Let us repeat and underscore the far-fetched feature of this method of diagnosis. According to it there is no objective means for ascertaining homosexuality. The only diagnostic guide is the homosexual’s declaration that he has always felt homosexually inclined and that he is indifferent towards the other sex.

The analyst is well qualified to recognise the utter weakness of such a diagnostic guide. We meet continually persons who claim to know themselves thoroughly; they claim that they have investigated their own state very conscientiously but after a few weeks, often only after a few days (illustrations will be fully given in this book) the subject must admit that he did not know himself, that, in fact, he had avoided knowing himself. All persons lie about sexual matters and deceive themselves in the first place. All play Vogel-strauss-politik, the ostrich.

All neurotics falsify their life history or at least retouch it. They simply forget the facts which do not suit their system of thinking. We must also bear in mind Havelock Ellis’ statement that the homosexuals prefer to consider themselves as normal. Similarly the childhood history is distorted consciously or unconsciously and a life history is reconstructed (in retrospect) from which all heterosexual episodes have been eliminated.

Psychoanalysis has proven that all homosexuals, without exception, show heterosexual tendencies in early life. There is no exception to this rule. There are no monosexual persons! The heterosexual period stretches far into puberty. All persons are bisexual. But persons repress either the homosexual or the heterosexual components on account of certain motives or because they are compelled by particular circumstances and consequently act as if they were monosexual. Even the “male hero” (Maennerheld) type and Hirschfeld’s “genuine” homosexual is only apparently monosexual. A glance through the confessions disclosed by all writers is enough to convince one of this fact. Hirschfeld himself points out that it is to the credit of psychoanalysis that it has revealed the transitory heterosexual cravings of the homosexual.

The instinct of the homosexual originally is not exclusively directed towards the same sex. Originally the homosexual is also bisexual. But he represses his heterosexuality just as the heterosexual must repress his homosexuality. Blüher who is unwilling to recognise a pathogenesis of homosexuality for the ‘male hero’ type, contends that one could claim with equal relevance that there is a pathogenesis of heterosexuality.
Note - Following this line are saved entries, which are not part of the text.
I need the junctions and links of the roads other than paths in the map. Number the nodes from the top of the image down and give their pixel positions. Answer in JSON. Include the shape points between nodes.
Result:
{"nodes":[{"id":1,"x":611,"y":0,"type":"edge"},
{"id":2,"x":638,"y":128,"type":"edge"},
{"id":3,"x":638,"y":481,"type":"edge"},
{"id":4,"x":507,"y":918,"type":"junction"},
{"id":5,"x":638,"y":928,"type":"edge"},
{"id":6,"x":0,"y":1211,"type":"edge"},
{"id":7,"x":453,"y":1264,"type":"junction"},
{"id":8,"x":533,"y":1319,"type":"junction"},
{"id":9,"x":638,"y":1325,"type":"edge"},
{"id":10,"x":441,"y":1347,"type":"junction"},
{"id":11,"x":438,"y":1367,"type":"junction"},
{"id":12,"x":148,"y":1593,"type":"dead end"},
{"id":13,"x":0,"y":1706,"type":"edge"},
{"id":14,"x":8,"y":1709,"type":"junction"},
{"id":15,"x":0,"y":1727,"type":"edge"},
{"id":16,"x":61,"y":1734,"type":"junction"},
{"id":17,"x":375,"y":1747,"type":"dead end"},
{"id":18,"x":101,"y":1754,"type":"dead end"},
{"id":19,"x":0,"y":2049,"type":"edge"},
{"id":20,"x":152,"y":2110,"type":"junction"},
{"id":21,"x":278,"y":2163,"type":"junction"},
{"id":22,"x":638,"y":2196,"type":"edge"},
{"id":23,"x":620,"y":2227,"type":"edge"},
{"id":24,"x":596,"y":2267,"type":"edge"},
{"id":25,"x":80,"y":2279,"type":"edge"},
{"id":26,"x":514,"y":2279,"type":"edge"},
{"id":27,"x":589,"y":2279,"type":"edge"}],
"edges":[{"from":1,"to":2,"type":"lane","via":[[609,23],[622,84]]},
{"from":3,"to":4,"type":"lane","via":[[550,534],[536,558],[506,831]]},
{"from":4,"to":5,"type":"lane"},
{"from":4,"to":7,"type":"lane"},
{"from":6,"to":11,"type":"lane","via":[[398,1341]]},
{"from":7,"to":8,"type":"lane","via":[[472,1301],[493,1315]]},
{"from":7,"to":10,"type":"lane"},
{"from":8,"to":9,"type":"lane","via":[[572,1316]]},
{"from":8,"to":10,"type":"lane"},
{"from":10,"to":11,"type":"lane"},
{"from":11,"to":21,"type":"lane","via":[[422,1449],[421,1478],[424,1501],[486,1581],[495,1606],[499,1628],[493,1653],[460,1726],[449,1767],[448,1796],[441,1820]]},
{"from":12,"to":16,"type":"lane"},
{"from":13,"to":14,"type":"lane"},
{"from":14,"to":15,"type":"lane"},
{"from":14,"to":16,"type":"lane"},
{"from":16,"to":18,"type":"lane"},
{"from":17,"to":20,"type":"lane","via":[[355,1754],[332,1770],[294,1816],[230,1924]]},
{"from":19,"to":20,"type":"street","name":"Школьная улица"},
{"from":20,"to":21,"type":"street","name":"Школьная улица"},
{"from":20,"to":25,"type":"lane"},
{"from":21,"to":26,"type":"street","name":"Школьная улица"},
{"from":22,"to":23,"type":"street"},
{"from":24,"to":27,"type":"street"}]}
That is a fact. Every monosexuality is other than normal or natural. Nature has created us bisexual beings and requires us to act as bisexual beings. The purely heterosexual is always a neurotic in a certain sense, that is, the repression of the homosexual components already creates a predisposition to neurosis, or is in itself a neurotic trait shared by every normal person. The psychology of paranoia, for whose investigation we are indebted to the genius of Freud, shows us the extreme result of this process of repression on one side, just as homosexuality shows us the other side of the same process.

There is no homosexual who is not more or less neurotic, that condition being due to the repression of the heterosexuality. The repression is a purely psychic process and has nothing to do with degeneration. Homosexuality is not a product of degeneration in the ordinary sense. It is a neurosis and displays the etiology of a neurosis, as we shall prove later.

I revert to Hirschfeld. Regarding the relationship of neurosis and homosexuality he states:

“1. Pronounced physical and mental stigmata of degeneration are relatively rare among homosexual men and women; at any rate such signs are not more frequent in proportion to the total number of homosexuals than among the heterosexuals of both sexes.

“2. On the other hand we find frequently and not merely as a result of homosexuality, a greater instability of the nervous system (frequently shown in the periodic character of endogenous temperamental instability) (endogene Stimmungsschwankungen).